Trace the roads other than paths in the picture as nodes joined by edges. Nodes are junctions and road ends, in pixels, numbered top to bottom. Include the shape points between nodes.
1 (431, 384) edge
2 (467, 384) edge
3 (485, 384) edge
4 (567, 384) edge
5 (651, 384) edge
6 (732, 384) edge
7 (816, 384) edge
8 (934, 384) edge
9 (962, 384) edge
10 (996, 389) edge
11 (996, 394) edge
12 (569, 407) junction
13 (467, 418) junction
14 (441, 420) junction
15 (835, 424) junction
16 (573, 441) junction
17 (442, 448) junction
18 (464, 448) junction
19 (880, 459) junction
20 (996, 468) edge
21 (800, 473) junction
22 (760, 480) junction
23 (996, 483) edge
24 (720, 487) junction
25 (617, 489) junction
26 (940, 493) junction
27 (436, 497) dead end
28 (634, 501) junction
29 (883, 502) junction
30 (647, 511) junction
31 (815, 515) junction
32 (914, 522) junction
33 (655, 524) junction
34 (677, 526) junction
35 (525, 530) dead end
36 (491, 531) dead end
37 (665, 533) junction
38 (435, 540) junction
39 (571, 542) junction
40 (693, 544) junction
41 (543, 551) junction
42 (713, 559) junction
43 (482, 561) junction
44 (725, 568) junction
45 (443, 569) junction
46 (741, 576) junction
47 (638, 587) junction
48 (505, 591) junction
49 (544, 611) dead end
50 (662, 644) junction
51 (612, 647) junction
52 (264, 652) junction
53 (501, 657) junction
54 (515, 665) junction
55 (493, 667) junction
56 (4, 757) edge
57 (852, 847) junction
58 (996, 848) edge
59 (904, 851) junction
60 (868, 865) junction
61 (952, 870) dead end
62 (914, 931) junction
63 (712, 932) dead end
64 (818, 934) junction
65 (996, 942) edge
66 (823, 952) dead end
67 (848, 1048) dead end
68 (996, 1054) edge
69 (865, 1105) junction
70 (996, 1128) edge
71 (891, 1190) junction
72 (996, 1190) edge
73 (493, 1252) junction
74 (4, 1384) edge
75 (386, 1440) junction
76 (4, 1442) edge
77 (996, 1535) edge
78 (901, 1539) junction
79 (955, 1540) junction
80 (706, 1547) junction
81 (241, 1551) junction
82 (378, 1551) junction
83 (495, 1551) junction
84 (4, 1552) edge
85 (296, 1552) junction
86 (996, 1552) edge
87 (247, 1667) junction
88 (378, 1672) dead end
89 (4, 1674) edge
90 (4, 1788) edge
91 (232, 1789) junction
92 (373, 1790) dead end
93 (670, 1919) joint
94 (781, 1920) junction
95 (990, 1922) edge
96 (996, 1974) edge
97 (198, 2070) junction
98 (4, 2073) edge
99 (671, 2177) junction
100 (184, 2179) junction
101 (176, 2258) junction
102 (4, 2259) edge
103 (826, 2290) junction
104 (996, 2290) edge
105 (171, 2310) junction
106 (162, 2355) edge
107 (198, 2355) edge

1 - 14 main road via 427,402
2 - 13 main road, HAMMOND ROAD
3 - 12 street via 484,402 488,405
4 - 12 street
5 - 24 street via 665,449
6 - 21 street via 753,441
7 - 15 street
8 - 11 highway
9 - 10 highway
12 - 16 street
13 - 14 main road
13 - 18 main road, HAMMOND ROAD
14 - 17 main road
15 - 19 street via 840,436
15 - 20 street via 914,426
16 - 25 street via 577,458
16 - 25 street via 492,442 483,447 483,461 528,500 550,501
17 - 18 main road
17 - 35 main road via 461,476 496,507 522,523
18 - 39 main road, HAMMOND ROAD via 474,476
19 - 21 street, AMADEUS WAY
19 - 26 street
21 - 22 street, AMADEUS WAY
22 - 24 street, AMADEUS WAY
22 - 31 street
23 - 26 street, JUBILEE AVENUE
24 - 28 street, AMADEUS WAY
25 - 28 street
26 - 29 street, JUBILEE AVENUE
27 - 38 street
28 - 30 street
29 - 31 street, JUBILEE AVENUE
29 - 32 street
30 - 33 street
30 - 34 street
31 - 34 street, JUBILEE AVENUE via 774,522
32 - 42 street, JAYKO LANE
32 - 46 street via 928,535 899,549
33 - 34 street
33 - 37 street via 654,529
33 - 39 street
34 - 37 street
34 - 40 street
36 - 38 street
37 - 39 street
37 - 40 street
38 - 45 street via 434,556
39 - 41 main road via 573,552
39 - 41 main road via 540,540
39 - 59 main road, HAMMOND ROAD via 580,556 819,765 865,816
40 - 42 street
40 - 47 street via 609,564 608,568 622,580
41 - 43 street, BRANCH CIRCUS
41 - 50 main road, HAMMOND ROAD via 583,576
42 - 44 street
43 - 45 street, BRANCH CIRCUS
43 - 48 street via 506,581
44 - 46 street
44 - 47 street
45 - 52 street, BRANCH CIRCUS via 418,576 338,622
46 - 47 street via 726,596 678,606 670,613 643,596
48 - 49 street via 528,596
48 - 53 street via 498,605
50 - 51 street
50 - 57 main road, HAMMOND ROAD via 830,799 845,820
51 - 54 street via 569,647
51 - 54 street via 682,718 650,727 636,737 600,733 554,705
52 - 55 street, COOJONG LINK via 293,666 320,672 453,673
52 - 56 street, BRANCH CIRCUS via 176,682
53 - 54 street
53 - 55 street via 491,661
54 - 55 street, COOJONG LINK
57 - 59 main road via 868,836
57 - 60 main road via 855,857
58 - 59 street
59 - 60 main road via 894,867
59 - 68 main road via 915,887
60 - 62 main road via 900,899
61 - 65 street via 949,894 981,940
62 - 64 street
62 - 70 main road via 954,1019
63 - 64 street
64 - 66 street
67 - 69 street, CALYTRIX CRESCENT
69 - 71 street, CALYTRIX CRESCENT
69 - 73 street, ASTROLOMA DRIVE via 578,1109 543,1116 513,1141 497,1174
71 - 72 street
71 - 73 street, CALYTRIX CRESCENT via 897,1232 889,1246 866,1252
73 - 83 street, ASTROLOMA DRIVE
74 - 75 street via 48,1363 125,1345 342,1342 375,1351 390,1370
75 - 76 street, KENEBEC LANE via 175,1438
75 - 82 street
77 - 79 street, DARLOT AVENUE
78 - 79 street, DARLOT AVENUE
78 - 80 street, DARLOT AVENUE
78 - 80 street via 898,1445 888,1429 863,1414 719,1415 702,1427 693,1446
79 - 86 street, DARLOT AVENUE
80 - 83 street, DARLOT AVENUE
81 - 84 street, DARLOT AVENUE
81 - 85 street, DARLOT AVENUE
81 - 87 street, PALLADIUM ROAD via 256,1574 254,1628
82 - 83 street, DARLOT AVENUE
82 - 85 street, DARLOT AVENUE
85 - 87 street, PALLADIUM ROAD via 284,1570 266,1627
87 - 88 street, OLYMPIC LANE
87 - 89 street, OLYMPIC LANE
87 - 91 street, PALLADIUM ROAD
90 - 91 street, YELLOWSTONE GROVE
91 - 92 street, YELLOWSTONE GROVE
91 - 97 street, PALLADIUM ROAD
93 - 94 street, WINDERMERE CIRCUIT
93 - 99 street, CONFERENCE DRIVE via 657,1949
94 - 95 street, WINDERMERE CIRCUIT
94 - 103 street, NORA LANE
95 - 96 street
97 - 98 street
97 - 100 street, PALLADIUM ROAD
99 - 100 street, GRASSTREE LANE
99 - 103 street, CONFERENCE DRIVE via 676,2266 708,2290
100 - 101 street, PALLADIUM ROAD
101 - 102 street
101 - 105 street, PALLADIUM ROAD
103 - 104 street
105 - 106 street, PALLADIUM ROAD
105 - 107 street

:::::

_What you will do_: Copy out, from the listing above, every line that contains the string "DARLOT".

_Answer to this task_:
77 - 79 street, DARLOT AVENUE
78 - 79 street, DARLOT AVENUE
78 - 80 street, DARLOT AVENUE
79 - 86 street, DARLOT AVENUE
80 - 83 street, DARLOT AVENUE
81 - 84 street, DARLOT AVENUE
81 - 85 street, DARLOT AVENUE
82 - 83 street, DARLOT AVENUE
82 - 85 street, DARLOT AVENUE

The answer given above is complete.